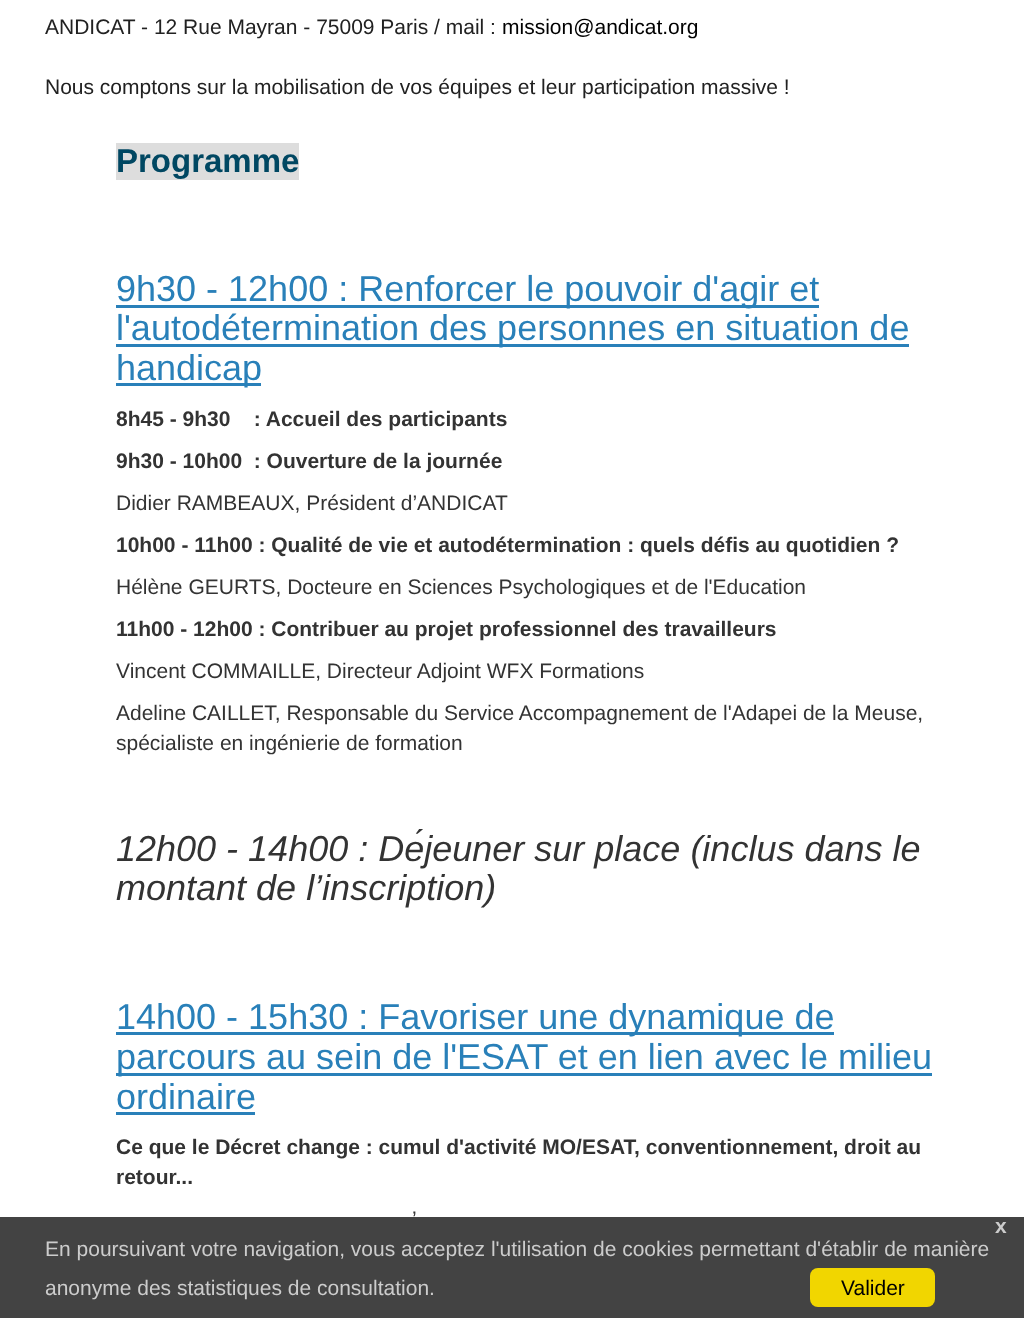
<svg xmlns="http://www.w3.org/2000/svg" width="1024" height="1318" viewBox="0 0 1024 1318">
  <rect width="100%" height="100%" fill="#ffffff"/>
  <text x="45" y="34" font-family="Liberation Sans" font-size="21" fill="#212121">ANDICAT - 12 Rue Mayran - 75009 Paris / mail :</text>
  <text x="502" y="34" font-family="Liberation Sans" font-size="21" fill="#000000">mission@andicat.org</text>
  <text x="45" y="94" font-family="Liberation Sans" font-size="21" fill="#212121">Nous comptons sur la mobilisation de vos équipes et leur participation massive !</text>
  <rect x="116" y="143" width="183" height="37" fill="#dddddd"/>
  <text x="116" y="172" font-family="Liberation Sans" font-size="33" font-weight="bold" fill="#004762">Programme</text>
  <rect x="116" y="305" width="703" height="3" fill="#2980b9"/>
  <text x="116" y="301" font-family="Liberation Sans" font-size="36" fill="#2980b9">9h30 - 12h00 : Renforcer le pouvoir d'agir et</text>
  <rect x="116" y="344" width="793" height="3" fill="#2980b9"/>
  <text x="116" y="340" font-family="Liberation Sans" font-size="36" fill="#2980b9">l'autodétermination des personnes en situation de</text>
  <rect x="116" y="383" width="145" height="3" fill="#2980b9"/>
  <text x="116" y="380" font-family="Liberation Sans" font-size="36" fill="#2980b9">handicap</text>
  <text x="116" y="426" font-family="Liberation Sans" font-size="21" font-weight="bold" fill="#333333" xml:space="preserve">8h45 - 9h30    : Accueil des participants</text>
  <text x="116" y="468" font-family="Liberation Sans" font-size="21" font-weight="bold" fill="#333333" xml:space="preserve">9h30 - 10h00  : Ouverture de la journée</text>
  <text x="116" y="510" font-family="Liberation Sans" font-size="21" fill="#333333">Didier RAMBEAUX, Président d’ANDICAT</text>
  <text x="116" y="552" font-family="Liberation Sans" font-size="21" font-weight="bold" fill="#333333">10h00 - 11h00 : Qualité de vie et autodétermination : quels défis au quotidien ?</text>
  <text x="116" y="594" font-family="Liberation Sans" font-size="21" fill="#333333">Hélène GEURTS, Docteure en Sciences Psychologiques et de l'Education</text>
  <text x="116" y="636" font-family="Liberation Sans" font-size="21" font-weight="bold" fill="#333333">11h00 - 12h00 : Contribuer au projet professionnel des travailleurs</text>
  <text x="116" y="678" font-family="Liberation Sans" font-size="21" fill="#333333">Vincent COMMAILLE, Directeur Adjoint WFX Formations</text>
  <text x="116" y="720" font-family="Liberation Sans" font-size="21" fill="#333333">Adeline CAILLET, Responsable du Service Accompagnement de l'Adapei de la Meuse,</text>
  <text x="116" y="750" font-family="Liberation Sans" font-size="21" fill="#333333">spécialiste en ingénierie de formation</text>
  <text x="116" y="861" font-family="Liberation Sans" font-size="36" font-style="italic" fill="#333333">12h00 - 14h00 : Déjeuner sur place (inclus dans le</text>
  <text x="116" y="900" font-family="Liberation Sans" font-size="36" font-style="italic" fill="#333333">montant de l’inscription)</text>
  <rect x="116" y="1032" width="718" height="3" fill="#2980b9"/>
  <text x="116" y="1029" font-family="Liberation Sans" font-size="36" fill="#2980b9">14h00 - 15h30 : Favoriser une dynamique de</text>
  <rect x="116" y="1073" width="816" height="3" fill="#2980b9"/>
  <text x="116" y="1069" font-family="Liberation Sans" font-size="36" fill="#2980b9">parcours au sein de l'ESAT et en lien avec le milieu</text>
  <text x="116" y="1109" font-family="Liberation Sans" font-size="36" fill="#2980b9">ordinaire</text>
  <rect x="116" y="1112" width="139" height="3" fill="#2980b9"/>
  <text x="116" y="1154" font-family="Liberation Sans" font-size="21" font-weight="bold" fill="#333333">Ce que le Décret change : cumul d'activité MO/ESAT, conventionnement, droit au</text>
  <text x="116" y="1184" font-family="Liberation Sans" font-size="21" font-weight="bold" fill="#333333">retour...</text>
  <text x="412" y="1226" font-family="Liberation Sans" font-size="21" fill="#333333">’</text>
  <rect x="0" y="1217" width="1024" height="101" fill="#141414" fill-opacity="0.8"/>
  <text x="995" y="1233" font-family="Liberation Sans" font-size="21" font-weight="bold" fill="#cccccc">x</text>
  <text x="45" y="1256" font-family="Liberation Sans" font-size="21" fill="#cccccc">En poursuivant votre navigation, vous acceptez l'utilisation de cookies permettant d'établir de manière</text>
  <text x="45" y="1295" font-family="Liberation Sans" font-size="21" fill="#cccccc">anonyme des statistiques de consultation.</text>
  <rect x="810" y="1268" width="125" height="39" rx="8" fill="#f1d600"/>
  <text x="841" y="1295" font-family="Liberation Sans" font-size="21" fill="#000000">Valider</text>
</svg>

■ ■ ■ ■ ■ ■ ■

# Work instruction
Would you please return every line in the listing where "width" shows up?

# Output for this task
<svg xmlns="http://www.w3.org/2000/svg" width="1024" height="1318" viewBox="0 0 1024 1318">
  <rect width="100%" height="100%" fill="#ffffff"/>
  <rect x="116" y="143" width="183" height="37" fill="#dddddd"/>
  <rect x="116" y="305" width="703" height="3" fill="#2980b9"/>
  <rect x="116" y="344" width="793" height="3" fill="#2980b9"/>
  <rect x="116" y="383" width="145" height="3" fill="#2980b9"/>
  <rect x="116" y="1032" width="718" height="3" fill="#2980b9"/>
  <rect x="116" y="1073" width="816" height="3" fill="#2980b9"/>
  <rect x="116" y="1112" width="139" height="3" fill="#2980b9"/>
  <rect x="0" y="1217" width="1024" height="101" fill="#141414" fill-opacity="0.8"/>
  <rect x="810" y="1268" width="125" height="39" rx="8" fill="#f1d600"/>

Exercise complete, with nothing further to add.